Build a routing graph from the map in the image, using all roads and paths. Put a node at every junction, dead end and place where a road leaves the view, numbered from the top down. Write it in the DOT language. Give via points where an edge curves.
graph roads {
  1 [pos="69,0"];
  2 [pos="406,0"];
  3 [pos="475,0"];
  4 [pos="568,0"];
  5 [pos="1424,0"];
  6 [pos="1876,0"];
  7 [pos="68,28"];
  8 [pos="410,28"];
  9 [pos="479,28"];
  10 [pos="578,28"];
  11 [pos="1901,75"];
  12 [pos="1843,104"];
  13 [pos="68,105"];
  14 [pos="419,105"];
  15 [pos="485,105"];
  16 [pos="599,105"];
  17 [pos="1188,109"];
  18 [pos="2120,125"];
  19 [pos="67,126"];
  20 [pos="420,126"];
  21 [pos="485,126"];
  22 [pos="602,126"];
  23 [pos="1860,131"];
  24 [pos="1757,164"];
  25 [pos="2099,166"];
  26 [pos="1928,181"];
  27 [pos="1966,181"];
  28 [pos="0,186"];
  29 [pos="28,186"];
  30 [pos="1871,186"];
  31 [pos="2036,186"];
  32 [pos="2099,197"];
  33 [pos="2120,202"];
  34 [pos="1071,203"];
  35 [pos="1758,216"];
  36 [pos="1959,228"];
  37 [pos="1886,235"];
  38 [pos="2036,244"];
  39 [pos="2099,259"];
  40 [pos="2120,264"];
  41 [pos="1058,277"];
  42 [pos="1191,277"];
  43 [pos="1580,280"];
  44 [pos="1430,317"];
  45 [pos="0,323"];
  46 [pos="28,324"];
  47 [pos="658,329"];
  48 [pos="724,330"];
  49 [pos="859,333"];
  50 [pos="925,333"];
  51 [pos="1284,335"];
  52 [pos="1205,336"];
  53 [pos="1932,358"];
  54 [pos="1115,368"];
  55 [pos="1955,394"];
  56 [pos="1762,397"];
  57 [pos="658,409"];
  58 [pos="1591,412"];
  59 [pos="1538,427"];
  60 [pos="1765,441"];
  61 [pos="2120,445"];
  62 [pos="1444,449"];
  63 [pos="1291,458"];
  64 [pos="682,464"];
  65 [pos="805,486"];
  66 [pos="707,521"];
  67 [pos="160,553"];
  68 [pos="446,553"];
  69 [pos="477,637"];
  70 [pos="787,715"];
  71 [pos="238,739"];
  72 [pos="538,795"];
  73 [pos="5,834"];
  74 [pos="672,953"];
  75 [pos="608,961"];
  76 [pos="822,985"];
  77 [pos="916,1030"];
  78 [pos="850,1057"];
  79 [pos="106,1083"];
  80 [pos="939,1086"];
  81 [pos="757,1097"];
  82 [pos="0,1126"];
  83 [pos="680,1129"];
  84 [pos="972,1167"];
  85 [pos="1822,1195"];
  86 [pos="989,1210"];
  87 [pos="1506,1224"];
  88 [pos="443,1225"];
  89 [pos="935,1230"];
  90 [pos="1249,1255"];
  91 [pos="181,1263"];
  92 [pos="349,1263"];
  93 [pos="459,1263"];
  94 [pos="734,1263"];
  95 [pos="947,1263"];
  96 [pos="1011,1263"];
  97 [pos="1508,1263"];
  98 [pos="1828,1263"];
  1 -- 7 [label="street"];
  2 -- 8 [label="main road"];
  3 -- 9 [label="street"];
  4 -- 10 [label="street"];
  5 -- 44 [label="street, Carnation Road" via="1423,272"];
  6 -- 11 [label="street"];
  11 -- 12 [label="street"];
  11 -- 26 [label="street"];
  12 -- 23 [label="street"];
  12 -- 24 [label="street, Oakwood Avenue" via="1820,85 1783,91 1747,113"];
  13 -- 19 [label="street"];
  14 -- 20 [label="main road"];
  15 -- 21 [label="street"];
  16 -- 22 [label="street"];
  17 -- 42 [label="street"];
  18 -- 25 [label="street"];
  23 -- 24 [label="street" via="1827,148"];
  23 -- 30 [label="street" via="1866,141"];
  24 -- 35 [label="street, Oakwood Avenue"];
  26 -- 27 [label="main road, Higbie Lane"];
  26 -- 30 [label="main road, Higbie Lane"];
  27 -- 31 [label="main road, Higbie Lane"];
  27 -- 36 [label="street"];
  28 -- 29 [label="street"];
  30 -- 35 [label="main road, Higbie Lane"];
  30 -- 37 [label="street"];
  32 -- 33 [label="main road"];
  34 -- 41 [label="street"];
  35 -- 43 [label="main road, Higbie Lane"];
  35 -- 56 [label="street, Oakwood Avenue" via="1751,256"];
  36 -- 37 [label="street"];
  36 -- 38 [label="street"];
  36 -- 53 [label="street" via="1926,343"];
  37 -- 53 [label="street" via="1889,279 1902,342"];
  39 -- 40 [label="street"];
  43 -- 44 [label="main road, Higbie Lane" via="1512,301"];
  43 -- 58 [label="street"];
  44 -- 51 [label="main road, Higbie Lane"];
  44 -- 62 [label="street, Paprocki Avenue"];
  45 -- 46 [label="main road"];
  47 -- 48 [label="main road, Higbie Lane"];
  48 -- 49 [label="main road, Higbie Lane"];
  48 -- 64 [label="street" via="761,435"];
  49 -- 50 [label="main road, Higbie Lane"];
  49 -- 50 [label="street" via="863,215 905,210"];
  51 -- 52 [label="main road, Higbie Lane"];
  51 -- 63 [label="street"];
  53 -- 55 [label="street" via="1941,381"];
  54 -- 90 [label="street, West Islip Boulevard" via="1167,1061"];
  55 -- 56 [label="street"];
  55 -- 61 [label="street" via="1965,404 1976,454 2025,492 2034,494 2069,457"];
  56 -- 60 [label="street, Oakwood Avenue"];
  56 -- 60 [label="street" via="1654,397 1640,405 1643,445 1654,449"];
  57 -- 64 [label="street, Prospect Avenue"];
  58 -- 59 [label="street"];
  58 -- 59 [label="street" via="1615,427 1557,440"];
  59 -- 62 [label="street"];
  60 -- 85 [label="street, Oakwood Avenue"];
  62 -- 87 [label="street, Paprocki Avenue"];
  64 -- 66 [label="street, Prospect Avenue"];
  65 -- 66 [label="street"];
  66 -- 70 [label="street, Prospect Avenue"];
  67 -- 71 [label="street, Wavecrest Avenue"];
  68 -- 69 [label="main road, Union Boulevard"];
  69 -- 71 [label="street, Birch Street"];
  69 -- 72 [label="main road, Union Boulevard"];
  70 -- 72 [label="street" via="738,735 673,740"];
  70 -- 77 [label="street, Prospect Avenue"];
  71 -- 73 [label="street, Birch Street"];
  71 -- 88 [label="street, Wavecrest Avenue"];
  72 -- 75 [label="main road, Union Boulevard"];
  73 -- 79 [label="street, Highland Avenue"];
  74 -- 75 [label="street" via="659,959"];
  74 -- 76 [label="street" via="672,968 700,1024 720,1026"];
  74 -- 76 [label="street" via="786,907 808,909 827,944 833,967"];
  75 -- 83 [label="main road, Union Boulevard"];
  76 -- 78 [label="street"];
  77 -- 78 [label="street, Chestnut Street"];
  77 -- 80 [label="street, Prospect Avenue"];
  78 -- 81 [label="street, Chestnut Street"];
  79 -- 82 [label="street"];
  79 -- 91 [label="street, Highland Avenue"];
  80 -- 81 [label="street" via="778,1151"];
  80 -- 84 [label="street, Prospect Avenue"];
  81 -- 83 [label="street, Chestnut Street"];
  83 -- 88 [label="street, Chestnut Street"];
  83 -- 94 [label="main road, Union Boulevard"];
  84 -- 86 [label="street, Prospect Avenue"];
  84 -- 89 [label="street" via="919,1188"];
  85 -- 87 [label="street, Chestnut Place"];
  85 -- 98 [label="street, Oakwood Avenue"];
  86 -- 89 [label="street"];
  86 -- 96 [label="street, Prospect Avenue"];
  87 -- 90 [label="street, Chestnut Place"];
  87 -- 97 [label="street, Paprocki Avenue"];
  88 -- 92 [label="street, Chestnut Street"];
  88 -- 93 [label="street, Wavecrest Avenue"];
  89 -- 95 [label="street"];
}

■ ■ ■ ■ ■ ■ ■

ASSIGNED TASK: Extract every line above that contains the word "roads".

SOLVED EXERCISE:
Build a routing graph from the map in the image, using all roads and paths. Put a node at every junction, dead end and place where a road leaves the view, numbered from the top down. Write it in the DOT language. Give via points where an edge curves.
graph roads {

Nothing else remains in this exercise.